Dataset records
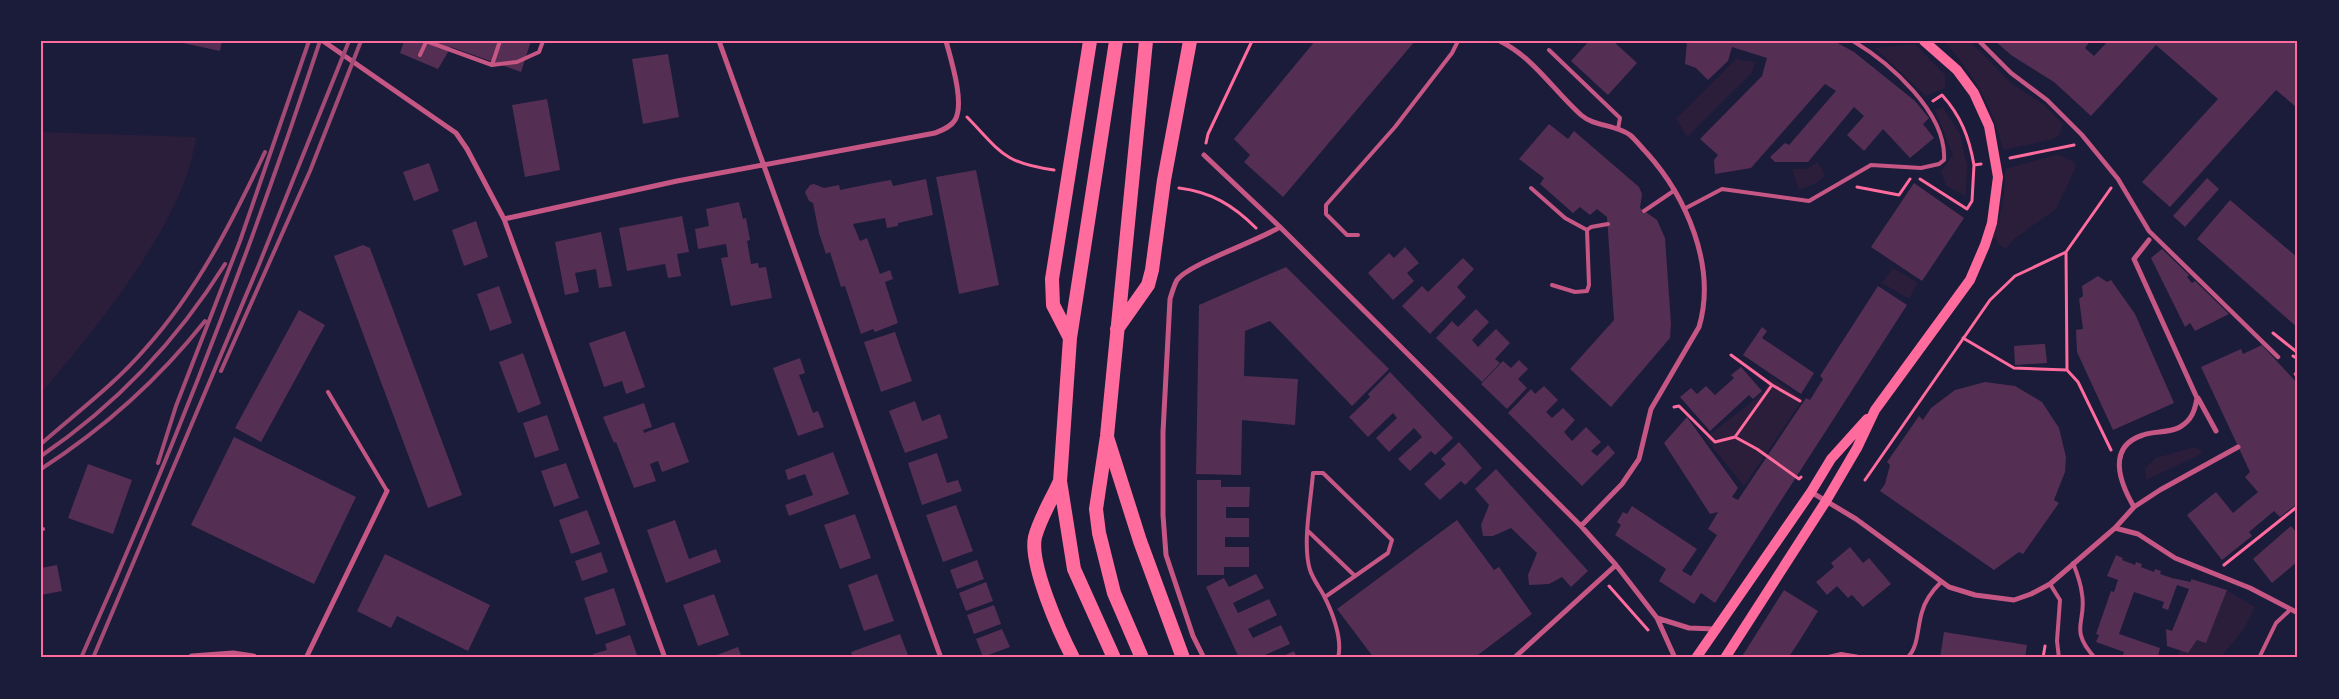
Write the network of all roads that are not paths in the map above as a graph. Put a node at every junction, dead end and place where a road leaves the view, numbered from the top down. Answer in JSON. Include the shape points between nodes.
{"nodes":[{"id":1,"x":323,"y":41,"type":"edge"},
{"id":2,"x":500,"y":41,"type":"edge"},
{"id":3,"x":543,"y":41,"type":"edge"},
{"id":4,"x":719,"y":41,"type":"edge"},
{"id":5,"x":946,"y":41,"type":"edge"},
{"id":6,"x":1090,"y":41,"type":"edge"},
{"id":7,"x":1116,"y":41,"type":"edge"},
{"id":8,"x":1146,"y":41,"type":"edge"},
{"id":9,"x":1190,"y":41,"type":"edge"},
{"id":10,"x":1458,"y":41,"type":"edge"},
{"id":11,"x":1500,"y":41,"type":"edge"},
{"id":12,"x":1853,"y":41,"type":"edge"},
{"id":13,"x":1924,"y":41,"type":"edge"},
{"id":14,"x":1979,"y":41,"type":"edge"},
{"id":15,"x":426,"y":42,"type":"edge"},
{"id":16,"x":1549,"y":50,"type":"dead end"},
{"id":17,"x":420,"y":55,"type":"dead end"},
{"id":18,"x":492,"y":65,"type":"junction"},
{"id":19,"x":1618,"y":129,"type":"junction"},
{"id":20,"x":1204,"y":155,"type":"road end"},
{"id":21,"x":762,"y":165,"type":"junction"},
{"id":22,"x":1531,"y":188,"type":"dead end"},
{"id":23,"x":1675,"y":190,"type":"junction"},
{"id":24,"x":1684,"y":209,"type":"junction"},
{"id":25,"x":1644,"y":211,"type":"dead end"},
{"id":26,"x":504,"y":219,"type":"junction"},
{"id":27,"x":1608,"y":224,"type":"dead end"},
{"id":28,"x":1280,"y":227,"type":"junction"},
{"id":29,"x":1587,"y":230,"type":"junction"},
{"id":30,"x":1358,"y":236,"type":"dead end"},
{"id":31,"x":2151,"y":238,"type":"junction"},
{"id":32,"x":1552,"y":285,"type":"dead end"},
{"id":33,"x":1116,"y":330,"type":"junction"},
{"id":34,"x":1070,"y":338,"type":"junction"},
{"id":35,"x":2278,"y":357,"type":"dead end"},
{"id":36,"x":328,"y":392,"type":"dead end"},
{"id":37,"x":2198,"y":398,"type":"junction"},
{"id":38,"x":1875,"y":410,"type":"junction"},
{"id":39,"x":2216,"y":431,"type":"dead end"},
{"id":40,"x":1107,"y":436,"type":"junction"},
{"id":41,"x":2238,"y":447,"type":"dead end"},
{"id":42,"x":1060,"y":481,"type":"junction"},
{"id":43,"x":387,"y":491,"type":"joint"},
{"id":44,"x":1811,"y":492,"type":"junction"},
{"id":45,"x":1826,"y":501,"type":"junction"},
{"id":46,"x":2134,"y":507,"type":"junction"},
{"id":47,"x":1581,"y":526,"type":"junction"},
{"id":48,"x":2115,"y":528,"type":"junction"},
{"id":49,"x":1308,"y":531,"type":"junction"},
{"id":50,"x":2073,"y":563,"type":"junction"},
{"id":51,"x":1616,"y":565,"type":"junction"},
{"id":52,"x":1355,"y":576,"type":"junction"},
{"id":53,"x":1941,"y":582,"type":"junction"},
{"id":54,"x":2050,"y":584,"type":"junction"},
{"id":55,"x":1325,"y":597,"type":"junction"},
{"id":56,"x":2291,"y":609,"type":"junction"},
{"id":57,"x":2298,"y":613,"type":"edge"},
{"id":58,"x":1657,"y":618,"type":"junction"},
{"id":59,"x":1716,"y":629,"type":"junction"},
{"id":60,"x":192,"y":658,"type":"edge"},
{"id":61,"x":254,"y":658,"type":"edge"},
{"id":62,"x":306,"y":658,"type":"edge"},
{"id":63,"x":664,"y":658,"type":"edge"},
{"id":64,"x":941,"y":658,"type":"edge"},
{"id":65,"x":1073,"y":658,"type":"edge"},
{"id":66,"x":1114,"y":658,"type":"edge"},
{"id":67,"x":1142,"y":658,"type":"edge"},
{"id":68,"x":1183,"y":658,"type":"edge"},
{"id":69,"x":1204,"y":658,"type":"edge"},
{"id":70,"x":1338,"y":658,"type":"edge"},
{"id":71,"x":1514,"y":658,"type":"edge"},
{"id":72,"x":1675,"y":658,"type":"edge"},
{"id":73,"x":1696,"y":658,"type":"edge"},
{"id":74,"x":1725,"y":658,"type":"edge"},
{"id":75,"x":1824,"y":658,"type":"edge"},
{"id":76,"x":1865,"y":658,"type":"edge"},
{"id":77,"x":1907,"y":658,"type":"edge"},
{"id":78,"x":2059,"y":658,"type":"edge"},
{"id":79,"x":2095,"y":658,"type":"edge"},
{"id":80,"x":2260,"y":658,"type":"edge"}],
"edges":[{"from":1,"to":26,"type":"street","via":[[456,133]]},
{"from":2,"to":18,"type":"lane"},
{"from":3,"to":18,"type":"lane","via":[[538,52],[517,62]]},
{"from":4,"to":21,"type":"street"},
{"from":5,"to":21,"type":"street","via":[[958,107],[955,120],[948,128]]},
{"from":6,"to":34,"type":"highway","via":[[1052,280],[1053,305]]},
{"from":7,"to":34,"type":"highway"},
{"from":8,"to":33,"type":"highway"},
{"from":9,"to":33,"type":"highway","via":[[1164,180],[1152,270],[1148,285]]},
{"from":10,"to":30,"type":"lane","via":[[1395,127],[1326,205],[1326,214],[1347,235]]},
{"from":11,"to":19,"type":"street","via":[[1535,65],[1582,116],[1594,123]]},
{"from":12,"to":24,"type":"lane","via":[[1875,54],[1926,105],[1938,128],[1944,160],[1921,168],[1871,165],[1809,200],[1722,189]]},
{"from":13,"to":38,"type":"main road","via":[[1957,70],[1974,93],[1989,126],[1996,161],[1996,195],[1992,223],[1970,280]]},
{"from":14,"to":31,"type":"street","via":[[2082,135],[2118,179]]},
{"from":15,"to":17,"type":"lane"},
{"from":15,"to":18,"type":"lane"},
{"from":16,"to":19,"type":"lane","via":[[1620,118]]},
{"from":19,"to":23,"type":"street","via":[[1630,136]]},
{"from":20,"to":28,"type":"street"},
{"from":21,"to":26,"type":"street"},
{"from":21,"to":64,"type":"street"},
{"from":22,"to":29,"type":"lane","via":[[1569,221]]},
{"from":23,"to":24,"type":"street"},
{"from":23,"to":25,"type":"lane"},
{"from":24,"to":47,"type":"street","via":[[1698,242],[1704,282],[1703,316],[1651,409],[1639,458],[1622,484]]},
{"from":26,"to":63,"type":"street"},
{"from":27,"to":29,"type":"lane"},
{"from":28,"to":47,"type":"street"},
{"from":28,"to":69,"type":"street","via":[[1265,237],[1190,270],[1177,281],[1170,299],[1163,432],[1166,555]]},
{"from":29,"to":32,"type":"lane","via":[[1588,288],[1575,292]]},
{"from":31,"to":35,"type":"street"},
{"from":31,"to":37,"type":"street","via":[[2131,259]]},
{"from":33,"to":40,"type":"highway"},
{"from":34,"to":42,"type":"highway"},
{"from":36,"to":43,"type":"lane"},
{"from":37,"to":39,"type":"street"},
{"from":37,"to":46,"type":"street","via":[[2195,412],[2188,421],[2178,428],[2141,436],[2127,445],[2119,458],[2122,487]]},
{"from":38,"to":44,"type":"main road","via":[[1831,459]]},
{"from":38,"to":45,"type":"main road"},
{"from":40,"to":67,"type":"highway","via":[[1096,509],[1099,533],[1114,593]]},
{"from":40,"to":68,"type":"highway","via":[[1140,541]]},
{"from":41,"to":46,"type":"street"},
{"from":42,"to":65,"type":"highway","via":[[1035,539],[1040,577],[1062,638]]},
{"from":42,"to":66,"type":"highway","via":[[1074,569]]},
{"from":43,"to":62,"type":"street"},
{"from":44,"to":45,"type":"street"},
{"from":44,"to":59,"type":"main road"},
{"from":45,"to":53,"type":"street","via":[[1856,519]]},
{"from":45,"to":74,"type":"main road"},
{"from":46,"to":48,"type":"street"},
{"from":47,"to":51,"type":"street"},
{"from":48,"to":50,"type":"street"},
{"from":48,"to":56,"type":"street","via":[[2138,534],[2176,558],[2250,588]]},
{"from":49,"to":52,"type":"lane"},
{"from":49,"to":52,"type":"lane","via":[[1313,473],[1323,473],[1392,540],[1388,553]]},
{"from":49,"to":55,"type":"lane","via":[[1310,571]]},
{"from":50,"to":54,"type":"street"},
{"from":50,"to":79,"type":"lane","via":[[2083,595],[2080,631]]},
{"from":51,"to":58,"type":"street"},
{"from":51,"to":71,"type":"street"},
{"from":52,"to":55,"type":"lane"},
{"from":53,"to":54,"type":"street","via":[[1975,595],[2014,600]]},
{"from":53,"to":77,"type":"lane","via":[[1928,596],[1913,651]]},
{"from":54,"to":78,"type":"lane","via":[[2060,600]]},
{"from":55,"to":70,"type":"lane","via":[[1340,641]]},
{"from":56,"to":57,"type":"street"},
{"from":56,"to":80,"type":"lane","via":[[2276,623]]},
{"from":58,"to":59,"type":"street","via":[[1689,628]]},
{"from":58,"to":72,"type":"street"},
{"from":59,"to":73,"type":"main road"},
{"from":60,"to":61,"type":"street","via":[[233,655]]},
{"from":75,"to":76,"type":"lane","via":[[1841,654]]}]}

Your instructions — What lines above contain the string "nodes"? Copy all of them.

Your solution —
Write the network of all roads that are not paths in the map above as a graph. Put a node at every junction, dead end and place where a road leaves the view, numbered from the top down. Answer in JSON. Include the shape points between nodes.
{"nodes":[{"id":1,"x":323,"y":41,"type":"edge"},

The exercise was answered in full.